Human activity is, of course working against that, making it worse.


Carbon Dioxide Role In Past Climate Revealed

Researchers at the British Antarctic Survey (BAS) and the University of California, Santa Cruz have discovered that Earth's last great global warming period, 3 million years ago, may have been caused by levels of CO2 in the atmosphere similar to today's.

Reporting this week in a leading Earth Science journal, Geochemistry Geophysics Geosystems, the scientists describe how they tested two widely held ideas that attempted to explain the balmy conditions on Earth at that time. Their findings clearly demonstrate that studying past climates can help us to understand the likely impact of greenhouse gas emissions and global warming.

BAS Principal Investigator Dr Alan Haywood said, 'There are two schools of thought about past warm intervals. Many scientists suggest that they were caused by ocean currents (like the Gulf Stream) moving greater amounts of warm water from the tropics to the polar regions. Others speculate that increased levels of CO2 in the atmosphere initiated warming all over the planet. We used the latest supercomputing technology combined with chemical analysis of seabed sediments to make a sophisticated reconstruction of past sea temperatures. If the warming was caused by ocean currents, we would expect to see cooling at the tropics and warming at the poles. Conversely, if CO2 was the cause then we would expect both the tropics and the poles to warm. The sea temperature pattern we found points the finger squarely at CO2 rather than the ocean currents. This is a real breakthrough for those of us investigating past climate -- we've made a major contribution to a long standing argument and our findings are critical to understanding how climate may respond to emissions of greenhouse gases in the future'.

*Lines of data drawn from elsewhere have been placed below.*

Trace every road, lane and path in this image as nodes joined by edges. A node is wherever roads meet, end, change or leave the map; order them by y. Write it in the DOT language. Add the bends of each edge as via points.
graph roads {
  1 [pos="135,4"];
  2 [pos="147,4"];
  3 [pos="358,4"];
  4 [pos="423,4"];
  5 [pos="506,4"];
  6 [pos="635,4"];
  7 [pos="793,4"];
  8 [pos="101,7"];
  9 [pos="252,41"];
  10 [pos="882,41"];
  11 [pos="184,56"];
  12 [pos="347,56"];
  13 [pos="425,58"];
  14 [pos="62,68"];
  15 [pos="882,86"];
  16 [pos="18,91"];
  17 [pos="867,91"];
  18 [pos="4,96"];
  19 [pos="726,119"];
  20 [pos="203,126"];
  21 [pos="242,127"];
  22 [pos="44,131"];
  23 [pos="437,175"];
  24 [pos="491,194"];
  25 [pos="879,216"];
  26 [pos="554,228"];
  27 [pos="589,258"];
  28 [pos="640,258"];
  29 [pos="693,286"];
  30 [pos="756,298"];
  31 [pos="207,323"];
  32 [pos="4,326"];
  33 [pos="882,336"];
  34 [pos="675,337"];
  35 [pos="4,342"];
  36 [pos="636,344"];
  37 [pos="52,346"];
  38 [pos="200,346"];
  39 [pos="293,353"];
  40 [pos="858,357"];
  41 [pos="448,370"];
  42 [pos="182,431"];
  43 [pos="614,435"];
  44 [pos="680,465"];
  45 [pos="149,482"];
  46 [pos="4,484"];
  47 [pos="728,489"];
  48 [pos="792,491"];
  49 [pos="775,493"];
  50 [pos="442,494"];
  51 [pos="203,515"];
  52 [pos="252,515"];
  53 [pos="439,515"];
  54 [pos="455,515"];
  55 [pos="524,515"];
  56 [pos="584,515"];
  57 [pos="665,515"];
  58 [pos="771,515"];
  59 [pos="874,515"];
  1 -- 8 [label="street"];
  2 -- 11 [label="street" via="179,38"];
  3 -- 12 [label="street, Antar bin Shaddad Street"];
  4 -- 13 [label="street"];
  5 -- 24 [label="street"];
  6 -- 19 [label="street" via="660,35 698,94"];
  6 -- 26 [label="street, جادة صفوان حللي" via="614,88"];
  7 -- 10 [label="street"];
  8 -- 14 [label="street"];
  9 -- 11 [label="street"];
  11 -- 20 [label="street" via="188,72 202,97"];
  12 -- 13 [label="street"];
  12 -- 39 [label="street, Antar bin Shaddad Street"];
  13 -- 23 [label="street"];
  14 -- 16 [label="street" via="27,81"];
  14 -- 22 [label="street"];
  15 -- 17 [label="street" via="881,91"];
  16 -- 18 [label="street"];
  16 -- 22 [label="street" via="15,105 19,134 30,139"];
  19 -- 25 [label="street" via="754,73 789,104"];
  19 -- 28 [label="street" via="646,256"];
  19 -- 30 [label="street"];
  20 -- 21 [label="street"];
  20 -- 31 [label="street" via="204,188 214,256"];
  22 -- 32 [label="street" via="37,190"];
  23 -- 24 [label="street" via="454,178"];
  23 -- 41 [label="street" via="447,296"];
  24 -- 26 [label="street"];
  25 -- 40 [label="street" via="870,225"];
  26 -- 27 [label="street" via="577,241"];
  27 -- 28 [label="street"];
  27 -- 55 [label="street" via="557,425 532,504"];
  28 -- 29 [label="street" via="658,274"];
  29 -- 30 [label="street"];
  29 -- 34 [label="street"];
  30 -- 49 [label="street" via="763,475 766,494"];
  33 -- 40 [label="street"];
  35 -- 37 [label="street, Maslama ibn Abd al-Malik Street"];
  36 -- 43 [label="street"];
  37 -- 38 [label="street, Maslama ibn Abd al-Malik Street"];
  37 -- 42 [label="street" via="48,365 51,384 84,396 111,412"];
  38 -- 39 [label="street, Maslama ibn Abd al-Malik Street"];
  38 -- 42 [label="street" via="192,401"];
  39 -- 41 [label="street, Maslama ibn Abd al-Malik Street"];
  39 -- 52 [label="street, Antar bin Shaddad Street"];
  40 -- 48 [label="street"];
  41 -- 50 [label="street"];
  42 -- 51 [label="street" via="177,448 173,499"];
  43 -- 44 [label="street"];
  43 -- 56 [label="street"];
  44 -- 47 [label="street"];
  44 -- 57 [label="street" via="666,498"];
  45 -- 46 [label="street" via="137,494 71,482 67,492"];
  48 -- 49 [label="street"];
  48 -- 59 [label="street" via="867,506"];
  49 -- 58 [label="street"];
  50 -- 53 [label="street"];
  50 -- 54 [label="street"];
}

Clues to past sea-surface temperature come from tiny marine algae that live near the surface. They produce chemicals called alkenones that record the sea temperature. When the algae die they sink and become part of the seabed. Therefore, a record of past sea temperatures is stored within the sediments. Sea-surface temperatures were also predicted using a climate model running on a sophisticated supercomputer based at Manchester. This is capable of billions of calculations per second.